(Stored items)
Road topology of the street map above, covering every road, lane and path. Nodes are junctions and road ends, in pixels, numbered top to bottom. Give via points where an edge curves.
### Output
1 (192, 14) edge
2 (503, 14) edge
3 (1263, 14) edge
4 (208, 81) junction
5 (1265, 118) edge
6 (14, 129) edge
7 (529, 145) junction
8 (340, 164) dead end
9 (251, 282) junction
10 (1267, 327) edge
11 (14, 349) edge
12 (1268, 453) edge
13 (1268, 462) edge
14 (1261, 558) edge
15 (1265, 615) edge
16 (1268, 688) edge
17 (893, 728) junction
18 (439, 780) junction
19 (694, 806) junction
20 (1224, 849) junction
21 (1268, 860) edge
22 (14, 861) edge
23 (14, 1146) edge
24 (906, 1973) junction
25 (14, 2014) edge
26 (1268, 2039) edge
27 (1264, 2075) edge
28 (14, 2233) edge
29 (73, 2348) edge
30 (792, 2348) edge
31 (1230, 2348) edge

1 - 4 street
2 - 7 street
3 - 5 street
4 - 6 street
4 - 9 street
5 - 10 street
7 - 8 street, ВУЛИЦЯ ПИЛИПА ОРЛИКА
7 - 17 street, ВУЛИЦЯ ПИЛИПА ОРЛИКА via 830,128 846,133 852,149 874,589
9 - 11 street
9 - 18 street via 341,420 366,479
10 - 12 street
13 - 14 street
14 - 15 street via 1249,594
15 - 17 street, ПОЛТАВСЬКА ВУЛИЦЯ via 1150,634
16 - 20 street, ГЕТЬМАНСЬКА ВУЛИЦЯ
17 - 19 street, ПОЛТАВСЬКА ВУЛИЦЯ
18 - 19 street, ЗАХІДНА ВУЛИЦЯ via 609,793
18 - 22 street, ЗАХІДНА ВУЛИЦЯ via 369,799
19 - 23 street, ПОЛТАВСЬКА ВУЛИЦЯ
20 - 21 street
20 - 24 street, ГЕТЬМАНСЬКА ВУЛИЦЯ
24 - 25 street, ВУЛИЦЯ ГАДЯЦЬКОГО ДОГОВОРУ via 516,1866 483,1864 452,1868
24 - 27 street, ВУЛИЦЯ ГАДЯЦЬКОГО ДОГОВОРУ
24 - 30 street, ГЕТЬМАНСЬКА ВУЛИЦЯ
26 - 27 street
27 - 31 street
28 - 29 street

WHAT IS NEEDED - Give the data back exactly as it stands.

SOLUTION TO THIS EXERCISE -
Road topology of the street map above, covering every road, lane and path. Nodes are junctions and road ends, in pixels, numbered top to bottom. Give via points where an edge curves.
### Output
1 (192, 14) edge
2 (503, 14) edge
3 (1263, 14) edge
4 (208, 81) junction
5 (1265, 118) edge
6 (14, 129) edge
7 (529, 145) junction
8 (340, 164) dead end
9 (251, 282) junction
10 (1267, 327) edge
11 (14, 349) edge
12 (1268, 453) edge
13 (1268, 462) edge
14 (1261, 558) edge
15 (1265, 615) edge
16 (1268, 688) edge
17 (893, 728) junction
18 (439, 780) junction
19 (694, 806) junction
20 (1224, 849) junction
21 (1268, 860) edge
22 (14, 861) edge
23 (14, 1146) edge
24 (906, 1973) junction
25 (14, 2014) edge
26 (1268, 2039) edge
27 (1264, 2075) edge
28 (14, 2233) edge
29 (73, 2348) edge
30 (792, 2348) edge
31 (1230, 2348) edge

1 - 4 street
2 - 7 street
3 - 5 street
4 - 6 street
4 - 9 street
5 - 10 street
7 - 8 street, ВУЛИЦЯ ПИЛИПА ОРЛИКА
7 - 17 street, ВУЛИЦЯ ПИЛИПА ОРЛИКА via 830,128 846,133 852,149 874,589
9 - 11 street
9 - 18 street via 341,420 366,479
10 - 12 street
13 - 14 street
14 - 15 street via 1249,594
15 - 17 street, ПОЛТАВСЬКА ВУЛИЦЯ via 1150,634
16 - 20 street, ГЕТЬМАНСЬКА ВУЛИЦЯ
17 - 19 street, ПОЛТАВСЬКА ВУЛИЦЯ
18 - 19 street, ЗАХІДНА ВУЛИЦЯ via 609,793
18 - 22 street, ЗАХІДНА ВУЛИЦЯ via 369,799
19 - 23 street, ПОЛТАВСЬКА ВУЛИЦЯ
20 - 21 street
20 - 24 street, ГЕТЬМАНСЬКА ВУЛИЦЯ
24 - 25 street, ВУЛИЦЯ ГАДЯЦЬКОГО ДОГОВОРУ via 516,1866 483,1864 452,1868
24 - 27 street, ВУЛИЦЯ ГАДЯЦЬКОГО ДОГОВОРУ
24 - 30 street, ГЕТЬМАНСЬКА ВУЛИЦЯ
26 - 27 street
27 - 31 street
28 - 29 street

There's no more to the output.